- **Directions for this task**
Every record should be written out again in full, with no character altered.

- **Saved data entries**
- - -
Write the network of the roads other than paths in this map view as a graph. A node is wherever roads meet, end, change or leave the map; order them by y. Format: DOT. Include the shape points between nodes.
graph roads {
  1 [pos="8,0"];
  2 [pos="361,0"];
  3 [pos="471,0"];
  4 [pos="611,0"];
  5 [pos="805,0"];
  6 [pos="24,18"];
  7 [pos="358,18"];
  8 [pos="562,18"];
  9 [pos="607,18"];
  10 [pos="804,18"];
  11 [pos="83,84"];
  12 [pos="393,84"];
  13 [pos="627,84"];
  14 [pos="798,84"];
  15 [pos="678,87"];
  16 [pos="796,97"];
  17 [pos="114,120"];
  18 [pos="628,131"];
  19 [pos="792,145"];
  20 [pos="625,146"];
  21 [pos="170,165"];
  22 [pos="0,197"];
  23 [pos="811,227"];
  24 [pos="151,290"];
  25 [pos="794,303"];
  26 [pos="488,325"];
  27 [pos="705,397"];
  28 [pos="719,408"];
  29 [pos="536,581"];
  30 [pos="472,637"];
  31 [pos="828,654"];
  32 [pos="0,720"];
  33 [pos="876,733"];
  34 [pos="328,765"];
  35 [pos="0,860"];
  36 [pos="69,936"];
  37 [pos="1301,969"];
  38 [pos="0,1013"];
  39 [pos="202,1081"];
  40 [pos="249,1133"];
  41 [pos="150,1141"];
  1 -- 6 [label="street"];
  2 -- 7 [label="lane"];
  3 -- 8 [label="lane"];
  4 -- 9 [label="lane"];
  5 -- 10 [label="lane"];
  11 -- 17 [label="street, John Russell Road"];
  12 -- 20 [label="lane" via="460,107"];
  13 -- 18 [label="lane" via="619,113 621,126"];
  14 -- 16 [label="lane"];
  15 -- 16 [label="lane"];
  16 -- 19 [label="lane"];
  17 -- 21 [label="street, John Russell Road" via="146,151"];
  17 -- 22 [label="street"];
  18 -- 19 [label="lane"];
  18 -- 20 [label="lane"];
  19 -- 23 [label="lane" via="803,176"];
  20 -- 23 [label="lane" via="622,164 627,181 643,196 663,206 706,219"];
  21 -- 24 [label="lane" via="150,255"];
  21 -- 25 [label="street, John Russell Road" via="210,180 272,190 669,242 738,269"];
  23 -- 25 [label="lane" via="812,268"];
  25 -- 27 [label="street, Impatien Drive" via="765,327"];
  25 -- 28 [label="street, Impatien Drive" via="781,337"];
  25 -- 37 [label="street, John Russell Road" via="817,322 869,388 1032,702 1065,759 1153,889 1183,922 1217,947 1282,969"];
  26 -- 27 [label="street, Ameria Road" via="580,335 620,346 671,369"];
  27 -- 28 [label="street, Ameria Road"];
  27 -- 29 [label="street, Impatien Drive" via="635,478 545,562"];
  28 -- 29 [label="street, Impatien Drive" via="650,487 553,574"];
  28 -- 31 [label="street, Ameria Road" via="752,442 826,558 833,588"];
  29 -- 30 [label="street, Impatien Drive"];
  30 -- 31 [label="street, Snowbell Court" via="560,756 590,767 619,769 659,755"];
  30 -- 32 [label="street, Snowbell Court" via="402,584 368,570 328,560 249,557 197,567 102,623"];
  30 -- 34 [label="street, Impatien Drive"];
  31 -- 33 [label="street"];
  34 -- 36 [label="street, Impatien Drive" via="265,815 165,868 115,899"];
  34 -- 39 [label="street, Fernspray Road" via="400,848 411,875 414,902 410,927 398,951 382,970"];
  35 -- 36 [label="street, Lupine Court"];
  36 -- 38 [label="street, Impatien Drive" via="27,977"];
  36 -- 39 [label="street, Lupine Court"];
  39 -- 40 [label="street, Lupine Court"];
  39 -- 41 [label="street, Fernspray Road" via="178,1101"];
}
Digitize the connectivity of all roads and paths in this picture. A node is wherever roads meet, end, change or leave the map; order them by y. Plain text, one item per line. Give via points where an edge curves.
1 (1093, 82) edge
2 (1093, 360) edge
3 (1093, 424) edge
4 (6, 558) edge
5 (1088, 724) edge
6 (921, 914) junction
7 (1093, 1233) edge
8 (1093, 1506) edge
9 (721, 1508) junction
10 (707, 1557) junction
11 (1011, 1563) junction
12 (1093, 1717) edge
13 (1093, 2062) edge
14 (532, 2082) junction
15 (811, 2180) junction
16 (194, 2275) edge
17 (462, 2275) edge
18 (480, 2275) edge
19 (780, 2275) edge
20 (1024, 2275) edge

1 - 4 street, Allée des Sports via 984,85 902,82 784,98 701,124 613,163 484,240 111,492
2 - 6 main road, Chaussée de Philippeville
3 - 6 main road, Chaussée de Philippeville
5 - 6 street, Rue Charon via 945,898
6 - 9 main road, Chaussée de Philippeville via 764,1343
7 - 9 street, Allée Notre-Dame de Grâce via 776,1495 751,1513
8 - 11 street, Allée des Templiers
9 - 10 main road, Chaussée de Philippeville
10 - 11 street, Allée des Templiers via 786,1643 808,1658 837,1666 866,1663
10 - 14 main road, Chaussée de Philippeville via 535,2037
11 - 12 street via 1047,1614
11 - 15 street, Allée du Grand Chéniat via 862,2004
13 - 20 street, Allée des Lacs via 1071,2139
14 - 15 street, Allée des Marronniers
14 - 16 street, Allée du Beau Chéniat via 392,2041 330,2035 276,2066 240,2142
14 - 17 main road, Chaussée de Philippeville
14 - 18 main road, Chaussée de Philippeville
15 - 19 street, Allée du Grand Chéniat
- - -
- **Result for this exercise**
Write the network of the roads other than paths in this map view as a graph. A node is wherever roads meet, end, change or leave the map; order them by y. Format: DOT. Include the shape points between nodes.
graph roads {
  1 [pos="8,0"];
  2 [pos="361,0"];
  3 [pos="471,0"];
  4 [pos="611,0"];
  5 [pos="805,0"];
  6 [pos="24,18"];
  7 [pos="358,18"];
  8 [pos="562,18"];
  9 [pos="607,18"];
  10 [pos="804,18"];
  11 [pos="83,84"];
  12 [pos="393,84"];
  13 [pos="627,84"];
  14 [pos="798,84"];
  15 [pos="678,87"];
  16 [pos="796,97"];
  17 [pos="114,120"];
  18 [pos="628,131"];
  19 [pos="792,145"];
  20 [pos="625,146"];
  21 [pos="170,165"];
  22 [pos="0,197"];
  23 [pos="811,227"];
  24 [pos="151,290"];
  25 [pos="794,303"];
  26 [pos="488,325"];
  27 [pos="705,397"];
  28 [pos="719,408"];
  29 [pos="536,581"];
  30 [pos="472,637"];
  31 [pos="828,654"];
  32 [pos="0,720"];
  33 [pos="876,733"];
  34 [pos="328,765"];
  35 [pos="0,860"];
  36 [pos="69,936"];
  37 [pos="1301,969"];
  38 [pos="0,1013"];
  39 [pos="202,1081"];
  40 [pos="249,1133"];
  41 [pos="150,1141"];
  1 -- 6 [label="street"];
  2 -- 7 [label="lane"];
  3 -- 8 [label="lane"];
  4 -- 9 [label="lane"];
  5 -- 10 [label="lane"];
  11 -- 17 [label="street, John Russell Road"];
  12 -- 20 [label="lane" via="460,107"];
  13 -- 18 [label="lane" via="619,113 621,126"];
  14 -- 16 [label="lane"];
  15 -- 16 [label="lane"];
  16 -- 19 [label="lane"];
  17 -- 21 [label="street, John Russell Road" via="146,151"];
  17 -- 22 [label="street"];
  18 -- 19 [label="lane"];
  18 -- 20 [label="lane"];
  19 -- 23 [label="lane" via="803,176"];
  20 -- 23 [label="lane" via="622,164 627,181 643,196 663,206 706,219"];
  21 -- 24 [label="lane" via="150,255"];
  21 -- 25 [label="street, John Russell Road" via="210,180 272,190 669,242 738,269"];
  23 -- 25 [label="lane" via="812,268"];
  25 -- 27 [label="street, Impatien Drive" via="765,327"];
  25 -- 28 [label="street, Impatien Drive" via="781,337"];
  25 -- 37 [label="street, John Russell Road" via="817,322 869,388 1032,702 1065,759 1153,889 1183,922 1217,947 1282,969"];
  26 -- 27 [label="street, Ameria Road" via="580,335 620,346 671,369"];
  27 -- 28 [label="street, Ameria Road"];
  27 -- 29 [label="street, Impatien Drive" via="635,478 545,562"];
  28 -- 29 [label="street, Impatien Drive" via="650,487 553,574"];
  28 -- 31 [label="street, Ameria Road" via="752,442 826,558 833,588"];
  29 -- 30 [label="street, Impatien Drive"];
  30 -- 31 [label="street, Snowbell Court" via="560,756 590,767 619,769 659,755"];
  30 -- 32 [label="street, Snowbell Court" via="402,584 368,570 328,560 249,557 197,567 102,623"];
  30 -- 34 [label="street, Impatien Drive"];
  31 -- 33 [label="street"];
  34 -- 36 [label="street, Impatien Drive" via="265,815 165,868 115,899"];
  34 -- 39 [label="street, Fernspray Road" via="400,848 411,875 414,902 410,927 398,951 382,970"];
  35 -- 36 [label="street, Lupine Court"];
  36 -- 38 [label="street, Impatien Drive" via="27,977"];
  36 -- 39 [label="street, Lupine Court"];
  39 -- 40 [label="street, Lupine Court"];
  39 -- 41 [label="street, Fernspray Road" via="178,1101"];
}
Digitize the connectivity of all roads and paths in this picture. A node is wherever roads meet, end, change or leave the map; order them by y. Plain text, one item per line. Give via points where an edge curves.
1 (1093, 82) edge
2 (1093, 360) edge
3 (1093, 424) edge
4 (6, 558) edge
5 (1088, 724) edge
6 (921, 914) junction
7 (1093, 1233) edge
8 (1093, 1506) edge
9 (721, 1508) junction
10 (707, 1557) junction
11 (1011, 1563) junction
12 (1093, 1717) edge
13 (1093, 2062) edge
14 (532, 2082) junction
15 (811, 2180) junction
16 (194, 2275) edge
17 (462, 2275) edge
18 (480, 2275) edge
19 (780, 2275) edge
20 (1024, 2275) edge

1 - 4 street, Allée des Sports via 984,85 902,82 784,98 701,124 613,163 484,240 111,492
2 - 6 main road, Chaussée de Philippeville
3 - 6 main road, Chaussée de Philippeville
5 - 6 street, Rue Charon via 945,898
6 - 9 main road, Chaussée de Philippeville via 764,1343
7 - 9 street, Allée Notre-Dame de Grâce via 776,1495 751,1513
8 - 11 street, Allée des Templiers
9 - 10 main road, Chaussée de Philippeville
10 - 11 street, Allée des Templiers via 786,1643 808,1658 837,1666 866,1663
10 - 14 main road, Chaussée de Philippeville via 535,2037
11 - 12 street via 1047,1614
11 - 15 street, Allée du Grand Chéniat via 862,2004
13 - 20 street, Allée des Lacs via 1071,2139
14 - 15 street, Allée des Marronniers
14 - 16 street, Allée du Beau Chéniat via 392,2041 330,2035 276,2066 240,2142
14 - 17 main road, Chaussée de Philippeville
14 - 18 main road, Chaussée de Philippeville
15 - 19 street, Allée du Grand Chéniat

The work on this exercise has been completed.